Goal of the exercise.
Each line of the data should be duplicated precisely.

(Records from a dataset)
---+---

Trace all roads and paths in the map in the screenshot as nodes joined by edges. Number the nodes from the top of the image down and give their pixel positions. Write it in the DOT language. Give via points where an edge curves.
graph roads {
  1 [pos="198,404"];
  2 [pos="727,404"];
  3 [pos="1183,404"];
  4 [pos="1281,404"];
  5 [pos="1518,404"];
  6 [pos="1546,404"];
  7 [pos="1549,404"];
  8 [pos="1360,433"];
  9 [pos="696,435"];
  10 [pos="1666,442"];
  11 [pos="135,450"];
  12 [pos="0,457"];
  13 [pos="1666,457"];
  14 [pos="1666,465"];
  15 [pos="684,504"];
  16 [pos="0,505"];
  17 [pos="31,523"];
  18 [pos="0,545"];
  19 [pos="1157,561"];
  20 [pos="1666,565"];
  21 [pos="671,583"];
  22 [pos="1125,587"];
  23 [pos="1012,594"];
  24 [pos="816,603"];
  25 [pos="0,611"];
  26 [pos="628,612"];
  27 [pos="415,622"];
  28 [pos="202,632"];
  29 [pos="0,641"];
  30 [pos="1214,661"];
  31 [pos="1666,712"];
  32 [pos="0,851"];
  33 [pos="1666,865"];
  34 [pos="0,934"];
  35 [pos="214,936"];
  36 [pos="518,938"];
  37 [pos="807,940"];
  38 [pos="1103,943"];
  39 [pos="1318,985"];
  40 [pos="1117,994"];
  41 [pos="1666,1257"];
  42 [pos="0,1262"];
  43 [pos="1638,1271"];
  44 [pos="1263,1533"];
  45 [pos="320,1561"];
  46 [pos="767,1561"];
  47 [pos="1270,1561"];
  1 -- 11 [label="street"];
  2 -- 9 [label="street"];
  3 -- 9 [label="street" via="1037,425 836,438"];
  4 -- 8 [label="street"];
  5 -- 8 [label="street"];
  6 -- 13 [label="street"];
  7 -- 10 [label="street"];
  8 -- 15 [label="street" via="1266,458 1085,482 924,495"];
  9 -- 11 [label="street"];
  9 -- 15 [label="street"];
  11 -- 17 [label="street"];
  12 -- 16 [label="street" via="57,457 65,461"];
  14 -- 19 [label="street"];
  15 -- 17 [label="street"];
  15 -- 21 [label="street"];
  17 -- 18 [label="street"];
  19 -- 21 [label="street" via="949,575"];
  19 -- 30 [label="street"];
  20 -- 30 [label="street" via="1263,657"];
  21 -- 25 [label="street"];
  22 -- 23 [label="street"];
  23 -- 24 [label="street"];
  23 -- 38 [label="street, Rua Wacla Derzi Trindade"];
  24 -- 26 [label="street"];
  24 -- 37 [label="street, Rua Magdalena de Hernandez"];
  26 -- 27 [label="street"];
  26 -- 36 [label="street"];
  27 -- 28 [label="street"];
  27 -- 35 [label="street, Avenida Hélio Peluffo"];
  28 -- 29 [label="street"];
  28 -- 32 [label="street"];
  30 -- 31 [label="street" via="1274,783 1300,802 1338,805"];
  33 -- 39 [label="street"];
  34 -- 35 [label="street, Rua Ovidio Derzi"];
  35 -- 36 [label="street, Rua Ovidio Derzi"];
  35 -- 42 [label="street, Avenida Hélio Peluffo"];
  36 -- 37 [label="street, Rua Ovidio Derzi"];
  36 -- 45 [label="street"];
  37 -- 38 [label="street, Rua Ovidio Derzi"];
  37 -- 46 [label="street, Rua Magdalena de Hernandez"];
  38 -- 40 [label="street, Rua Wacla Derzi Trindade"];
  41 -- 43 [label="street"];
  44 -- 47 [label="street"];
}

---+---

Solution.
Trace all roads and paths in the map in the screenshot as nodes joined by edges. Number the nodes from the top of the image down and give their pixel positions. Write it in the DOT language. Give via points where an edge curves.
graph roads {
  1 [pos="198,404"];
  2 [pos="727,404"];
  3 [pos="1183,404"];
  4 [pos="1281,404"];
  5 [pos="1518,404"];
  6 [pos="1546,404"];
  7 [pos="1549,404"];
  8 [pos="1360,433"];
  9 [pos="696,435"];
  10 [pos="1666,442"];
  11 [pos="135,450"];
  12 [pos="0,457"];
  13 [pos="1666,457"];
  14 [pos="1666,465"];
  15 [pos="684,504"];
  16 [pos="0,505"];
  17 [pos="31,523"];
  18 [pos="0,545"];
  19 [pos="1157,561"];
  20 [pos="1666,565"];
  21 [pos="671,583"];
  22 [pos="1125,587"];
  23 [pos="1012,594"];
  24 [pos="816,603"];
  25 [pos="0,611"];
  26 [pos="628,612"];
  27 [pos="415,622"];
  28 [pos="202,632"];
  29 [pos="0,641"];
  30 [pos="1214,661"];
  31 [pos="1666,712"];
  32 [pos="0,851"];
  33 [pos="1666,865"];
  34 [pos="0,934"];
  35 [pos="214,936"];
  36 [pos="518,938"];
  37 [pos="807,940"];
  38 [pos="1103,943"];
  39 [pos="1318,985"];
  40 [pos="1117,994"];
  41 [pos="1666,1257"];
  42 [pos="0,1262"];
  43 [pos="1638,1271"];
  44 [pos="1263,1533"];
  45 [pos="320,1561"];
  46 [pos="767,1561"];
  47 [pos="1270,1561"];
  1 -- 11 [label="street"];
  2 -- 9 [label="street"];
  3 -- 9 [label="street" via="1037,425 836,438"];
  4 -- 8 [label="street"];
  5 -- 8 [label="street"];
  6 -- 13 [label="street"];
  7 -- 10 [label="street"];
  8 -- 15 [label="street" via="1266,458 1085,482 924,495"];
  9 -- 11 [label="street"];
  9 -- 15 [label="street"];
  11 -- 17 [label="street"];
  12 -- 16 [label="street" via="57,457 65,461"];
  14 -- 19 [label="street"];
  15 -- 17 [label="street"];
  15 -- 21 [label="street"];
  17 -- 18 [label="street"];
  19 -- 21 [label="street" via="949,575"];
  19 -- 30 [label="street"];
  20 -- 30 [label="street" via="1263,657"];
  21 -- 25 [label="street"];
  22 -- 23 [label="street"];
  23 -- 24 [label="street"];
  23 -- 38 [label="street, Rua Wacla Derzi Trindade"];
  24 -- 26 [label="street"];
  24 -- 37 [label="street, Rua Magdalena de Hernandez"];
  26 -- 27 [label="street"];
  26 -- 36 [label="street"];
  27 -- 28 [label="street"];
  27 -- 35 [label="street, Avenida Hélio Peluffo"];
  28 -- 29 [label="street"];
  28 -- 32 [label="street"];
  30 -- 31 [label="street" via="1274,783 1300,802 1338,805"];
  33 -- 39 [label="street"];
  34 -- 35 [label="street, Rua Ovidio Derzi"];
  35 -- 36 [label="street, Rua Ovidio Derzi"];
  35 -- 42 [label="street, Avenida Hélio Peluffo"];
  36 -- 37 [label="street, Rua Ovidio Derzi"];
  36 -- 45 [label="street"];
  37 -- 38 [label="street, Rua Ovidio Derzi"];
  37 -- 46 [label="street, Rua Magdalena de Hernandez"];
  38 -- 40 [label="street, Rua Wacla Derzi Trindade"];
  41 -- 43 [label="street"];
  44 -- 47 [label="street"];
}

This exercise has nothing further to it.